La «laïcité positive» est une notion floue qui permet d’occulter une réalité dérangeante et d’adapter la société française aux mœurs des derniers arrivants. Stéphanie Le Bars en analyse dans le Monde les limites. Elle estime cependant que les «nouvelles croyances religieuses» ne sont pas en mesure d’imposer leur conception de la société d’autant plus que des arrangements sont possibles dans le cadre d’une laïcité «décrispée». Son optimisme illustre la cécité ou la mauvaise foi des élites politiques et médiatiques.
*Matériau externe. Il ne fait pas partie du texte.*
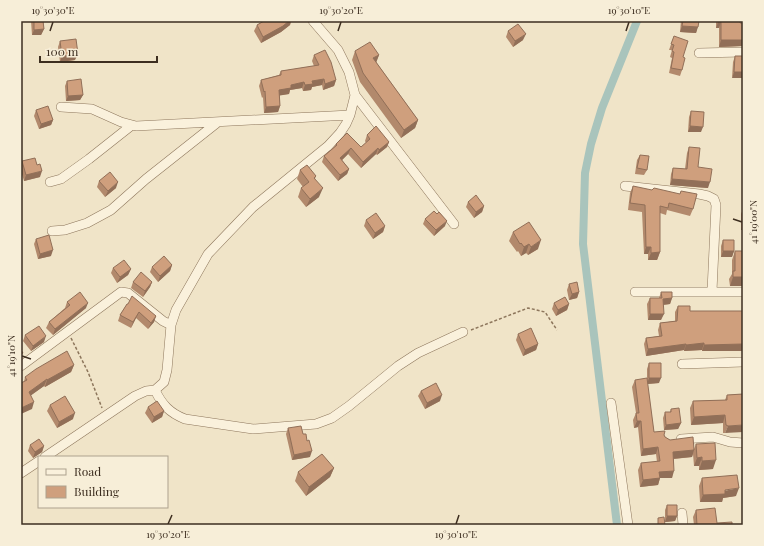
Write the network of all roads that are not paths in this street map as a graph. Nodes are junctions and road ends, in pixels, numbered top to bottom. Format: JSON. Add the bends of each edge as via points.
{"nodes":[{"id":1,"x":313,"y":21,"type":"edge"},
{"id":2,"x":699,"y":52,"type":"dead end"},
{"id":3,"x":743,"y":52,"type":"edge"},
{"id":4,"x":355,"y":95,"type":"junction"},
{"id":5,"x":61,"y":107,"type":"dead end"},
{"id":6,"x":350,"y":115,"type":"junction"},
{"id":7,"x":218,"y":122,"type":"junction"},
{"id":8,"x":132,"y":125,"type":"junction"},
{"id":9,"x":50,"y":182,"type":"dead end"},
{"id":10,"x":624,"y":186,"type":"dead end"},
{"id":11,"x":454,"y":224,"type":"dead end"},
{"id":12,"x":52,"y":231,"type":"dead end"},
{"id":13,"x":712,"y":291,"type":"junction"},
{"id":14,"x":636,"y":292,"type":"dead end"},
{"id":15,"x":743,"y":292,"type":"edge"},
{"id":16,"x":171,"y":325,"type":"junction"},
{"id":17,"x":463,"y":332,"type":"road end"},
{"id":18,"x":743,"y":362,"type":"edge"},
{"id":19,"x":682,"y":364,"type":"dead end"},
{"id":20,"x":21,"y":366,"type":"edge"},
{"id":21,"x":155,"y":390,"type":"junction"},
{"id":22,"x":611,"y":403,"type":"dead end"},
{"id":23,"x":675,"y":440,"type":"edge"},
{"id":24,"x":743,"y":443,"type":"edge"},
{"id":25,"x":47,"y":456,"type":"edge"},
{"id":26,"x":38,"y":462,"type":"edge"},
{"id":27,"x":21,"y":473,"type":"edge"},
{"id":28,"x":682,"y":513,"type":"dead end"},
{"id":29,"x":628,"y":525,"type":"edge"},
{"id":30,"x":683,"y":525,"type":"edge"}],
"edges":[{"from":1,"to":4,"type":"street","via":[[338,50],[349,72]]},
{"from":2,"to":3,"type":"street"},
{"from":4,"to":6,"type":"street"},
{"from":4,"to":11,"type":"street"},
{"from":5,"to":8,"type":"street","via":[[92,109]]},
{"from":6,"to":7,"type":"street"},
{"from":6,"to":16,"type":"street","via":[[340,133],[332,141],[253,207],[208,254],[176,310]]},
{"from":7,"to":8,"type":"street"},
{"from":7,"to":12,"type":"street","via":[[111,210],[88,223]]},
{"from":8,"to":9,"type":"street","via":[[61,179]]},
{"from":10,"to":13,"type":"street","via":[[698,194],[714,199],[716,205]]},
{"from":13,"to":14,"type":"street"},
{"from":13,"to":15,"type":"street"},
{"from":16,"to":20,"type":"street","via":[[128,293],[121,292]]},
{"from":16,"to":21,"type":"street","via":[[167,370],[164,382]]},
{"from":17,"to":21,"type":"street","via":[[398,366],[349,406],[332,418],[316,424],[253,429],[185,419],[161,402]]},
{"from":18,"to":19,"type":"street"},
{"from":21,"to":25,"type":"street","via":[[135,396]]},
{"from":22,"to":29,"type":"street"},
{"from":23,"to":24,"type":"street","via":[[713,437]]},
{"from":26,"to":27,"type":"street"},
{"from":28,"to":30,"type":"street"}]}
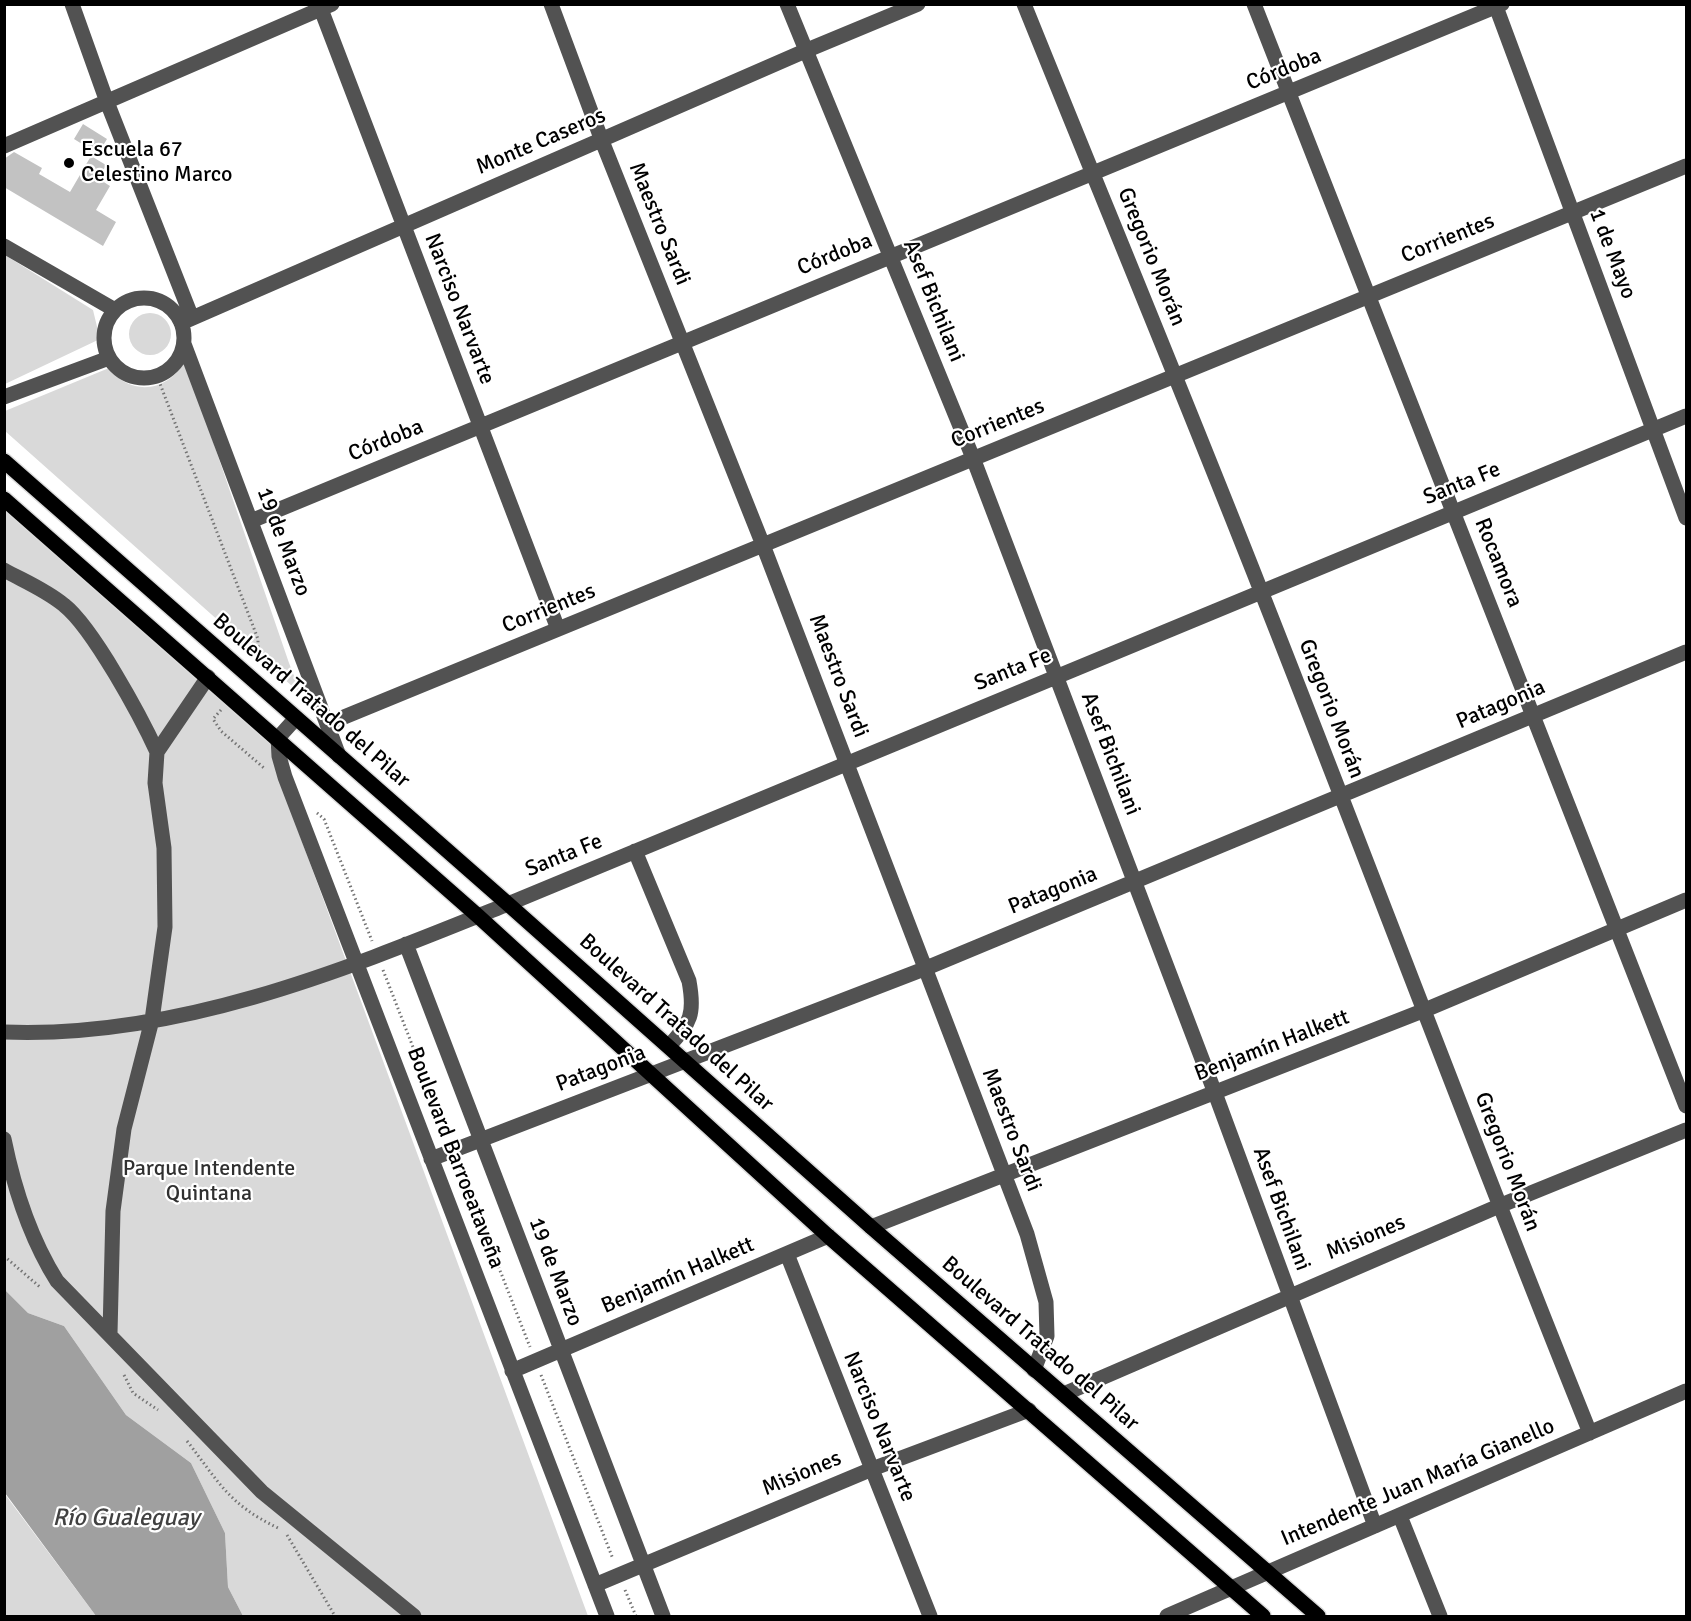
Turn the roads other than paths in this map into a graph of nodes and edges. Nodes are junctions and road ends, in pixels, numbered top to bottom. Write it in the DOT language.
graph roads {
  1 [pos="72,4"];
  2 [pos="551,4"];
  3 [pos="787,4"];
  4 [pos="918,4"];
  5 [pos="1024,4"];
  6 [pos="1254,4"];
  7 [pos="1498,5"];
  8 [pos="324,6"];
  9 [pos="805,51"];
  10 [pos="1289,93"];
  11 [pos="107,102"];
  12 [pos="602,141"];
  13 [pos="4,146"];
  14 [pos="1686,166"];
  15 [pos="1092,174"];
  16 [pos="1572,213"];
  17 [pos="403,225"];
  18 [pos="4,246"];
  19 [pos="891,257"];
  20 [pos="1369,296"];
  21 [pos="115,310"];
  22 [pos="187,321"];
  23 [pos="682,343"];
  24 [pos="184,344"];
  25 [pos="109,358"];
  26 [pos="1176,375"];
  27 [pos="4,397"];
  28 [pos="1686,416"];
  29 [pos="480,426"];
  30 [pos="1654,430"];
  31 [pos="973,458"];
  32 [pos="4,461"];
  33 [pos="4,499"];
  34 [pos="1454,512"];
  35 [pos="1686,519"];
  36 [pos="251,521"];
  37 [pos="763,545"];
  38 [pos="7,573"];
  39 [pos="1262,592"];
  40 [pos="558,629"];
  41 [pos="1686,652"];
  42 [pos="225,655"];
  43 [pos="208,677"];
  44 [pos="1057,677"];
  45 [pos="1534,716"];
  46 [pos="296,718"];
  47 [pos="327,724"];
  48 [pos="278,738"];
  49 [pos="157,752"];
  50 [pos="339,756"];
  51 [pos="847,763"];
  52 [pos="1341,796"];
  53 [pos="418,825"];
  54 [pos="401,847"];
  55 [pos="635,851"];
  56 [pos="1135,881"];
  57 [pos="1686,900"];
  58 [pos="508,903"];
  59 [pos="478,916"];
  60 [pos="1618,929"];
  61 [pos="406,944"];
  62 [pos="356,963"];
  63 [pos="924,969"];
  64 [pos="1425,1010"];
  65 [pos="152,1020"];
  66 [pos="4,1032"];
  67 [pos="669,1046"];
  68 [pos="686,1061"];
  69 [pos="651,1074"];
  70 [pos="1215,1093"];
  71 [pos="1686,1106"];
  72 [pos="1686,1130"];
  73 [pos="4,1139"];
  74 [pos="481,1140"];
  75 [pos="431,1159"];
  76 [pos="1005,1174"];
  77 [pos="1498,1206"];
  78 [pos="871,1227"];
  79 [pos="828,1236"];
  80 [pos="787,1254"];
  81 [pos="1289,1296"];
  82 [pos="110,1333"];
  83 [pos="561,1350"];
  84 [pos="1034,1370"];
  85 [pos="512,1371"];
  86 [pos="1686,1391"];
  87 [pos="1065,1394"];
  88 [pos="1029,1410"];
  89 [pos="1590,1433"];
  90 [pos="872,1469"];
  91 [pos="1400,1515"];
  92 [pos="1375,1526"];
  93 [pos="644,1565"];
  94 [pos="1269,1572"];
  95 [pos="595,1585"];
  96 [pos="1232,1588"];
  97 [pos="414,1617"];
  98 [pos="607,1617"];
  99 [pos="663,1617"];
  100 [pos="930,1617"];
  101 [pos="1167,1617"];
  102 [pos="1263,1617"];
  103 [pos="1318,1617"];
  104 [pos="1440,1617"];
  1 -- 11 [label="street"];
  2 -- 12 [label="street, Maestro Sardi"];
  3 -- 9 [label="street, Asef Bichilani"];
  4 -- 9 [label="street, Monte Caseros"];
  5 -- 15 [label="street, Gregorio Morán"];
  6 -- 10 [label="street, Rocamora"];
  7 -- 10 [label="street, Córdoba"];
  7 -- 16 [label="street, 1 de Mayo"];
  8 -- 11 [label="street"];
  8 -- 17 [label="street, Narciso Narvarte"];
  9 -- 12 [label="street, Monte Caseros"];
  9 -- 19 [label="street, Asef Bichilani"];
  10 -- 15 [label="street, Córdoba"];
  10 -- 20 [label="street, Rocamora"];
  11 -- 13 [label="street"];
  11 -- 22 [label="street"];
  12 -- 17 [label="street, Monte Caseros"];
  12 -- 23 [label="street, Maestro Sardi"];
  14 -- 16 [label="street, Corrientes"];
  15 -- 19 [label="street, Córdoba"];
  15 -- 26 [label="street, Gregorio Morán"];
  16 -- 20 [label="street, Corrientes"];
  16 -- 30 [label="street, 1 de Mayo"];
  17 -- 22 [label="street, Monte Caseros"];
  17 -- 29 [label="street, Narciso Narvarte"];
  18 -- 21 [label="street"];
  19 -- 23 [label="street, Córdoba"];
  19 -- 31 [label="street, Asef Bichilani"];
  20 -- 26 [label="street, Corrientes"];
  20 -- 34 [label="street, Rocamora"];
  21 -- 22 [label="street"];
  21 -- 25 [label="street"];
  22 -- 24 [label="street"];
  23 -- 29 [label="street, Córdoba"];
  23 -- 37 [label="street, Maestro Sardi"];
  24 -- 25 [label="street"];
  24 -- 36 [label="street, 19 de Marzo"];
  25 -- 27 [label="street"];
  26 -- 31 [label="street, Corrientes"];
  26 -- 39 [label="street, Gregorio Morán"];
  28 -- 30 [label="street, Santa Fe"];
  29 -- 36 [label="street, Córdoba"];
  29 -- 40 [label="street, Narciso Narvarte"];
  30 -- 34 [label="street, Santa Fe"];
  30 -- 35 [label="street, 1 de Mayo"];
  31 -- 37 [label="street, Corrientes"];
  31 -- 44 [label="street, Asef Bichilani"];
  32 -- 42 [label="main road, Boulevard Tratado del Pilar"];
  33 -- 43 [label="main road"];
  34 -- 39 [label="street, Santa Fe"];
  34 -- 45 [label="street, Rocamora"];
  36 -- 47 [label="street, 19 de Marzo"];
  37 -- 40 [label="street, Corrientes"];
  37 -- 51 [label="street, Maestro Sardi"];
  38 -- 49 [label="street"];
  39 -- 44 [label="street, Santa Fe"];
  39 -- 52 [label="street, Gregorio Morán"];
  40 -- 47 [label="street, Corrientes"];
  41 -- 45 [label="street, Patagonia"];
  42 -- 43 [label="main road"];
  42 -- 46 [label="main road, Boulevard Tratado del Pilar"];
  43 -- 48 [label="main road"];
  43 -- 49 [label="street"];
  44 -- 51 [label="street, Santa Fe"];
  44 -- 56 [label="street, Asef Bichilani"];
  45 -- 52 [label="street, Patagonia"];
  45 -- 60 [label="street, Rocamora"];
  46 -- 48 [label="street"];
  46 -- 50 [label="main road, Boulevard Tratado del Pilar"];
  47 -- 50 [label="street, 19 de Marzo"];
  48 -- 54 [label="main road"];
  48 -- 62 [label="street, Boulevard Barroeataveña"];
  49 -- 65 [label="street"];
  50 -- 53 [label="main road, Boulevard Tratado del Pilar"];
  51 -- 55 [label="street, Santa Fe"];
  51 -- 63 [label="street, Maestro Sardi"];
  52 -- 56 [label="street, Patagonia"];
  52 -- 64 [label="street, Gregorio Morán"];
  53 -- 54 [label="main road"];
  53 -- 58 [label="main road, Boulevard Tratado del Pilar"];
  54 -- 59 [label="main road"];
  55 -- 58 [label="street, Santa Fe"];
  55 -- 67 [label="street"];
  56 -- 63 [label="street, Patagonia"];
  56 -- 70 [label="street, Asef Bichilani"];
  57 -- 60 [label="street, Benjamín Halkett"];
  58 -- 59 [label="street, Santa Fe"];
  58 -- 67 [label="main road, Boulevard Tratado del Pilar"];
  59 -- 61 [label="street, Santa Fe"];
  59 -- 69 [label="main road"];
  60 -- 64 [label="street, Benjamín Halkett"];
  60 -- 71 [label="street, Rocamora"];
  61 -- 62 [label="street, Santa Fe"];
  61 -- 74 [label="street, 19 de Marzo"];
  62 -- 65 [label="street, Santa Fe"];
  62 -- 75 [label="street, Boulevard Barroeataveña"];
  63 -- 68 [label="street, Patagonia"];
  63 -- 76 [label="street, Maestro Sardi"];
  64 -- 70 [label="street, Benjamín Halkett"];
  64 -- 77 [label="street, Gregorio Morán"];
  65 -- 66 [label="street, Santa Fe"];
  65 -- 82 [label="street"];
  67 -- 68 [label="main road, Boulevard Tratado del Pilar"];
  68 -- 69 [label="street, Patagonia"];
  68 -- 78 [label="main road, Boulevard Tratado del Pilar"];
  69 -- 74 [label="street, Patagonia"];
  69 -- 79 [label="main road"];
  70 -- 76 [label="street, Benjamín Halkett"];
  70 -- 81 [label="street, Asef Bichilani"];
  72 -- 77 [label="street, Misiones"];
  73 -- 82 [label="street"];
  74 -- 75 [label="street, Patagonia"];
  74 -- 83 [label="street, 19 de Marzo"];
  75 -- 85 [label="street, Boulevard Barroeataveña"];
  76 -- 78 [label="street, Benjamín Halkett"];
  76 -- 84 [label="street, Maestro Sardi"];
  77 -- 81 [label="street, Misiones"];
  77 -- 89 [label="street, Gregorio Morán"];
  78 -- 84 [label="main road, Boulevard Tratado del Pilar"];
  79 -- 80 [label="street, Benjamín Halkett"];
  79 -- 88 [label="main road"];
  80 -- 83 [label="street, Benjamín Halkett"];
  80 -- 90 [label="street, Narciso Narvarte"];
  81 -- 87 [label="street, Misiones"];
  81 -- 92 [label="street, Asef Bichilani"];
  82 -- 97 [label="street"];
  83 -- 85 [label="street, Benjamín Halkett"];
  83 -- 93 [label="street, 19 de Marzo"];
  84 -- 87 [label="main road, Boulevard Tratado del Pilar"];
  85 -- 95 [label="street, Boulevard Barroeataveña"];
  86 -- 89 [label="street, Intendente Juan María Gianello"];
  87 -- 94 [label="main road, Boulevard Tratado del Pilar"];
  88 -- 90 [label="street, Misiones"];
  88 -- 96 [label="main road"];
  89 -- 91 [label="street, Intendente Juan María Gianello"];
  90 -- 93 [label="street, Misiones"];
  90 -- 100 [label="street, Narciso Narvarte"];
  91 -- 92 [label="street, Intendente Juan María Gianello"];
  91 -- 104 [label="street"];
  92 -- 94 [label="street, Intendente Juan María Gianello"];
  93 -- 95 [label="street, Misiones"];
  93 -- 99 [label="street, 19 de Marzo"];
  94 -- 96 [label="street, Intendente Juan María Gianello"];
  94 -- 103 [label="main road, Boulevard Tratado del Pilar"];
  95 -- 98 [label="street, Boulevard Barroeataveña"];
  96 -- 101 [label="street, Intendente Juan María Gianello"];
  96 -- 102 [label="main road"];
}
Deux phénomènes traversent aujourd’hui les sociétés occidentales : une sécularisation massive marquée par un affaiblissement des “vieilles” religions présentes en Europe et l’apparition de “nouvelles” croyances, notamment l’islam. Cette nouvelle réalité n’est pas sans effet sur l’image et la place octroyée aux religions (ou celle qu’elles s’octroient) dans la sphère publique.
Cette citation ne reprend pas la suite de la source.